In Oklahoma, J&J conveyed that message through sales representatives who provided “education” for doctors, and through promotional literature, paid speakers, seminars, and other means. Changing the way doctors prescribed opioids was the goal of those promotional efforts.
Johnson & Johnson also disseminated studies that it funded after they were published in research journals. The FTC later determined that those studies made claims about efficacy and low abuse potential that were false or misleading.
The marketing message mispresented other facts, including the claim that undertreated pain inevitably turns into chronic pain and that patients who begged for more opioids were not suffering from addiction but from undertreatment of their pain. Johnson & Johnson also labored to influence government agencies to avoid regulation that might have prevented the opioid crisis.
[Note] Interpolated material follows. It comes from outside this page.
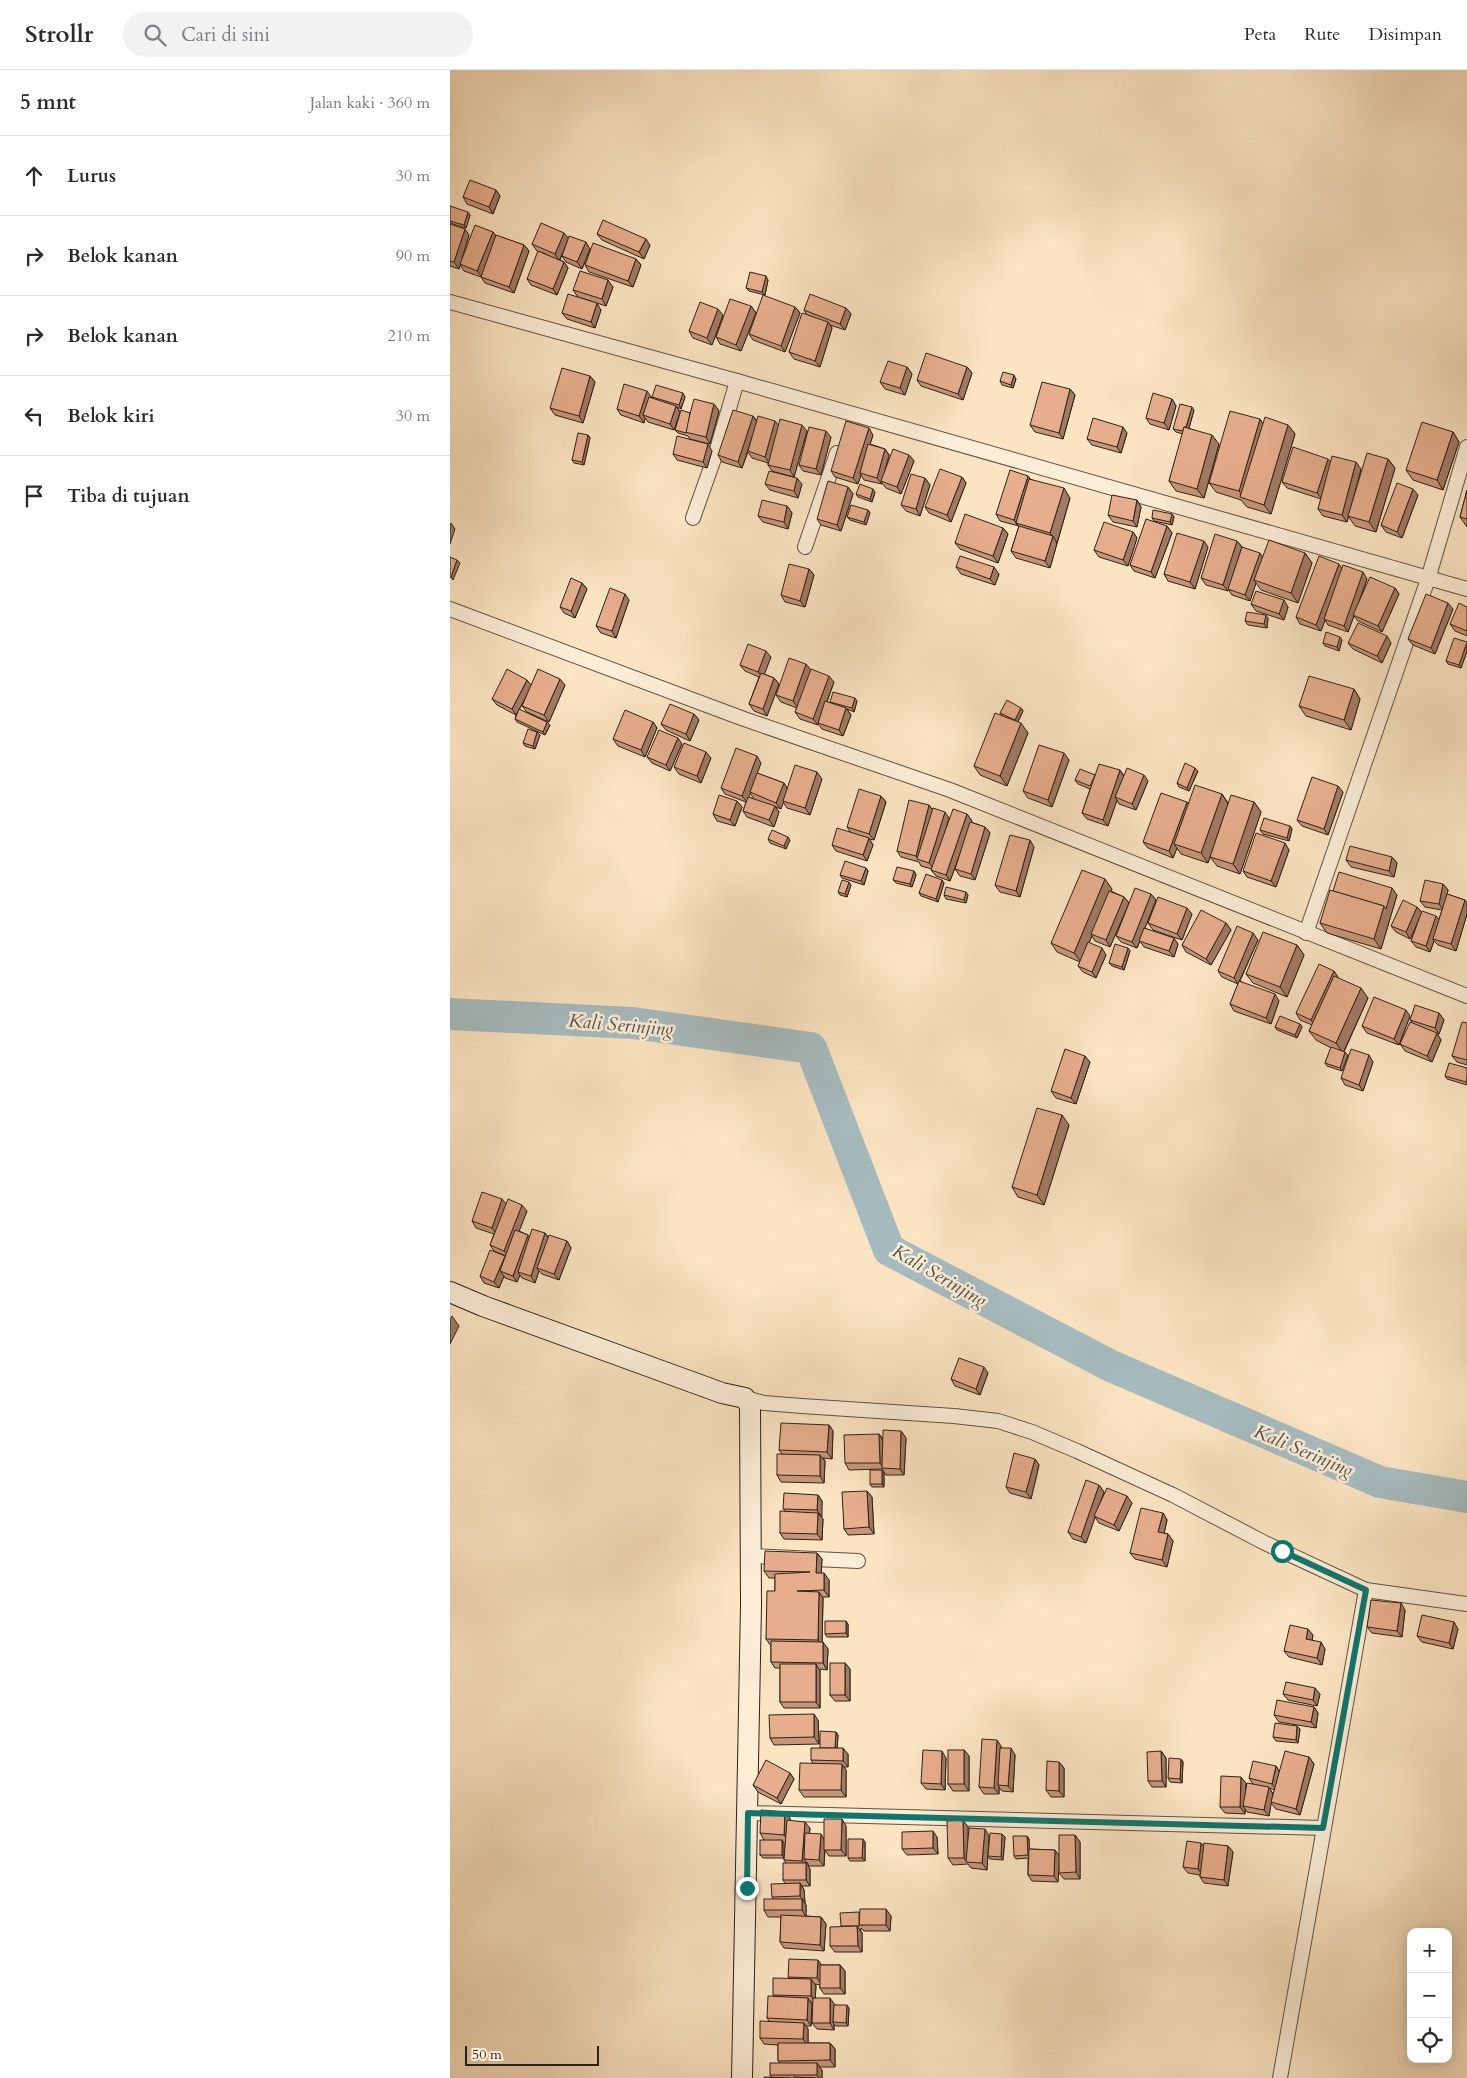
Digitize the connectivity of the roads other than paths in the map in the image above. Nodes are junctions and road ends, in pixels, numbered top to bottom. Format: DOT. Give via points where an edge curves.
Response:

The Future of Opioid Litigation
The law surrounding abatement of a public nuisance is different in every state. The verdict against J&J may be heartening to states and municipalities that have sued drug companies for increasing the public cost of treating addiction, but other cases will not necessarily be decided against drug companies.
Still, the verdict may give drug companies an incentive to settle. A trial court decision is not precedential, but it may be seen as establishing a value for abatement claims. States and municipalities can compare the number of people affected by opioid addition in their location to Oklahoma and use the Oklahoma verdict as a benchmark in negotiating settlements.
Government sources have advised reporters that Purdue Pharma, Johnson & Johnson, Endo International and Allergan are actively negotiating settlements with attorneys representing state and local governments. Companies likely see a negotiated settlement as preferable to the bankruptcies that might follow a series of trial losses. A massive case involving 2,000 lawsuits is scheduled to begin in October if settlements are not reached.